EXERCISE AIM
Please count the lines in the material below that include "Mühlenstraße". Reply with the number alone.

Start of EXERCISE INPUT

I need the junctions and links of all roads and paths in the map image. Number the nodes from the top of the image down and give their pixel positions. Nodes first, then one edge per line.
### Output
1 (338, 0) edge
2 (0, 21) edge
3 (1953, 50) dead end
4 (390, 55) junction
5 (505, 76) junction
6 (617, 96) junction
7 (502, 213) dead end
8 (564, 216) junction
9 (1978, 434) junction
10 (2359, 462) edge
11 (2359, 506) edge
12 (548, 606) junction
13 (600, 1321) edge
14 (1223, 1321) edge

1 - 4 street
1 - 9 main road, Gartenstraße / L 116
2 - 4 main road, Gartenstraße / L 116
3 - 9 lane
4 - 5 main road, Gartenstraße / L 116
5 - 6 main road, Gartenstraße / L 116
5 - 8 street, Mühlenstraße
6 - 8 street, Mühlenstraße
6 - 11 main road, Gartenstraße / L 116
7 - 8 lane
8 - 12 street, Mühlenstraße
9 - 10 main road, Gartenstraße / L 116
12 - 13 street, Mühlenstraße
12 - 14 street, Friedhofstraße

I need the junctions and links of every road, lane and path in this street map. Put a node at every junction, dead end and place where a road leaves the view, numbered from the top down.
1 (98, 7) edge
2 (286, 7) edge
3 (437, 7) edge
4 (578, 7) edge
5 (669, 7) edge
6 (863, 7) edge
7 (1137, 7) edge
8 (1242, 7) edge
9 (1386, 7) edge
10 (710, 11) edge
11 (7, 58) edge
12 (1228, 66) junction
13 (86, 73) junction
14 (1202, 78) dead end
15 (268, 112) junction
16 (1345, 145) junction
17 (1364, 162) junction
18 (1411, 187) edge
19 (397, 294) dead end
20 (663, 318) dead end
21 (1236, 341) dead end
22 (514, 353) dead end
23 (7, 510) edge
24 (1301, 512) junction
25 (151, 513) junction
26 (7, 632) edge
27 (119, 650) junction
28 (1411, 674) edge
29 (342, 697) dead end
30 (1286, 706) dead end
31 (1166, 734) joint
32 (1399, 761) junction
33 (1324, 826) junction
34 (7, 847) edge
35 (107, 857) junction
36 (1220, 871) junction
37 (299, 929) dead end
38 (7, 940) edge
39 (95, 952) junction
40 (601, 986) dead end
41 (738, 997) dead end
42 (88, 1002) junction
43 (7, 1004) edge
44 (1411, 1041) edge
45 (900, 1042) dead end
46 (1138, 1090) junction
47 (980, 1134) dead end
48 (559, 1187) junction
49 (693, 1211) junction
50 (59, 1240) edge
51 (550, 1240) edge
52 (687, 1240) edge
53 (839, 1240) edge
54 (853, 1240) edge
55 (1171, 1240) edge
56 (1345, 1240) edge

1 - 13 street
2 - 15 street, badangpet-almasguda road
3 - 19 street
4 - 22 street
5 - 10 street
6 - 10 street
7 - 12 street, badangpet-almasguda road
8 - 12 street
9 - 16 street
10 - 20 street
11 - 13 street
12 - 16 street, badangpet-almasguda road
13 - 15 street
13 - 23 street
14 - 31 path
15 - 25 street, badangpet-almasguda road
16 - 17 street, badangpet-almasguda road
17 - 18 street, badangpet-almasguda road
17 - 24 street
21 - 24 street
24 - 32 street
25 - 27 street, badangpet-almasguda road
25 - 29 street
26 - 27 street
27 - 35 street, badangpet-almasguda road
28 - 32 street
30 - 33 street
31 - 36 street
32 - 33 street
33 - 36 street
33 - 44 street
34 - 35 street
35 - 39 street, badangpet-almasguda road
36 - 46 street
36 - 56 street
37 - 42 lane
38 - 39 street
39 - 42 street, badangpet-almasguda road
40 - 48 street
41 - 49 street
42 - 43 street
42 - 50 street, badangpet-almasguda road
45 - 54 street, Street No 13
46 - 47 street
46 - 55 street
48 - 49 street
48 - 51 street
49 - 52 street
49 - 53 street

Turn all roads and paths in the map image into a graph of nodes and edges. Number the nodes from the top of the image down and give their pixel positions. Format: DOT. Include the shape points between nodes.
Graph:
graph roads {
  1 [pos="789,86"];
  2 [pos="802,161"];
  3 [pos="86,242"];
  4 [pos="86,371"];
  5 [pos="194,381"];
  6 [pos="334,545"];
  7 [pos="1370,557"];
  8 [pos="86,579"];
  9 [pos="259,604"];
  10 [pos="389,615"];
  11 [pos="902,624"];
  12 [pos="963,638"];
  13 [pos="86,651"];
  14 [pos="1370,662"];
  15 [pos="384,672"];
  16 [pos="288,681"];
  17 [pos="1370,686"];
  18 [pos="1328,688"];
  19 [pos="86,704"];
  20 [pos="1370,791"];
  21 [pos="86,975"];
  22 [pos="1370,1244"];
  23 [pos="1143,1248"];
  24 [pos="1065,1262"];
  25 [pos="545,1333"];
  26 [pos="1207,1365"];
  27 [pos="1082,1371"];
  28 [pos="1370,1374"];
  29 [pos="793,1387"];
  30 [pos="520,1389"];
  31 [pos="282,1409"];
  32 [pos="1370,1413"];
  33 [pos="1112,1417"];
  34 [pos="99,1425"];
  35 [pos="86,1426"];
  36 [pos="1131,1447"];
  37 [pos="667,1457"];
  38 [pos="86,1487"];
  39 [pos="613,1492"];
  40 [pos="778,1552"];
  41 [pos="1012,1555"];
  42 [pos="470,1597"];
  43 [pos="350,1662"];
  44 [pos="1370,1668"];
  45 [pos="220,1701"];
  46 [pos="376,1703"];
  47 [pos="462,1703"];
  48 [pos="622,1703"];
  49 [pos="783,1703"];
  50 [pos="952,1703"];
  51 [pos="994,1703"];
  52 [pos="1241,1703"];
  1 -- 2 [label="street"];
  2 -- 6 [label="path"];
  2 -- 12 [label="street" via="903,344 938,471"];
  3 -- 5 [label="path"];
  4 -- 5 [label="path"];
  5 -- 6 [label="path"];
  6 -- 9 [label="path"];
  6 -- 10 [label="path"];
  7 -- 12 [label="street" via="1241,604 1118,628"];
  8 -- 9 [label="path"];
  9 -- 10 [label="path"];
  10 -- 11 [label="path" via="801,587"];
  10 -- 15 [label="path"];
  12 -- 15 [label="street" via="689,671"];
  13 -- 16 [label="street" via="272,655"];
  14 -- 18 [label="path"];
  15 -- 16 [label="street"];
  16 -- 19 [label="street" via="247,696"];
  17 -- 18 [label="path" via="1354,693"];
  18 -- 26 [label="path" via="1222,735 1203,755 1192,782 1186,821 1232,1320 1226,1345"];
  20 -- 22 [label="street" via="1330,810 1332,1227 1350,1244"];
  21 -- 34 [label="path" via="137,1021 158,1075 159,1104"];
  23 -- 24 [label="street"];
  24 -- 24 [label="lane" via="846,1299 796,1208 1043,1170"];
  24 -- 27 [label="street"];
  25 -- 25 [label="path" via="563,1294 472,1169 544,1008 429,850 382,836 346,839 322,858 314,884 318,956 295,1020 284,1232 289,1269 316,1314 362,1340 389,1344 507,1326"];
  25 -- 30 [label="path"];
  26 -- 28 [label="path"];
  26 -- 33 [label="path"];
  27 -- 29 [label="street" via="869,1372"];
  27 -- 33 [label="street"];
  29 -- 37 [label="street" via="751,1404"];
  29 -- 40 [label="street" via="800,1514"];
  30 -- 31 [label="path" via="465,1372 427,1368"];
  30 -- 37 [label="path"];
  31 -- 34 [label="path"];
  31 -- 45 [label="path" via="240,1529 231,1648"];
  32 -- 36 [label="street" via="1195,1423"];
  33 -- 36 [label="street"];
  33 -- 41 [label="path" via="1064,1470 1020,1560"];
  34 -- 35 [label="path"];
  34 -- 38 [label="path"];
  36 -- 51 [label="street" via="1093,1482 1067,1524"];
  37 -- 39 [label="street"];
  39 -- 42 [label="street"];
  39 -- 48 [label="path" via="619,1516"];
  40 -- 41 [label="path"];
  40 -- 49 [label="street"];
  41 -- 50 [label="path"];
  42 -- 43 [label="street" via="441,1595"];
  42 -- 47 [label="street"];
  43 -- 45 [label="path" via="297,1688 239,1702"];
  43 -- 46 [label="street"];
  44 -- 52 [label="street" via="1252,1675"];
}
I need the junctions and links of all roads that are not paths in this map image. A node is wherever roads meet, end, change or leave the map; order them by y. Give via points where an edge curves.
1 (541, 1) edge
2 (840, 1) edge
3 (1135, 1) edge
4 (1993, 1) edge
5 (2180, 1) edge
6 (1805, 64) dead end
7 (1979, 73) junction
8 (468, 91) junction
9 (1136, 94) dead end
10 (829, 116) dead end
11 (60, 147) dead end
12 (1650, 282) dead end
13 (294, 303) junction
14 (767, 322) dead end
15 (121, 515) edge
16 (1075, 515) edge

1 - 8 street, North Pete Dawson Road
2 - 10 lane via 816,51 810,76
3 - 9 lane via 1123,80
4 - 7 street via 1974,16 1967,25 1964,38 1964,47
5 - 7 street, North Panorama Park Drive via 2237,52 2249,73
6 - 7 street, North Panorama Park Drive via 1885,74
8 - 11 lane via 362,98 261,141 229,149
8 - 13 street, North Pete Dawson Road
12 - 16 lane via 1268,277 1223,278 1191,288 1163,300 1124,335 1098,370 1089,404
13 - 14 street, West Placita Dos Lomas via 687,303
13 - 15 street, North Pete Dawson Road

End of EXERCISE INPUT

RESPONSE BOX
4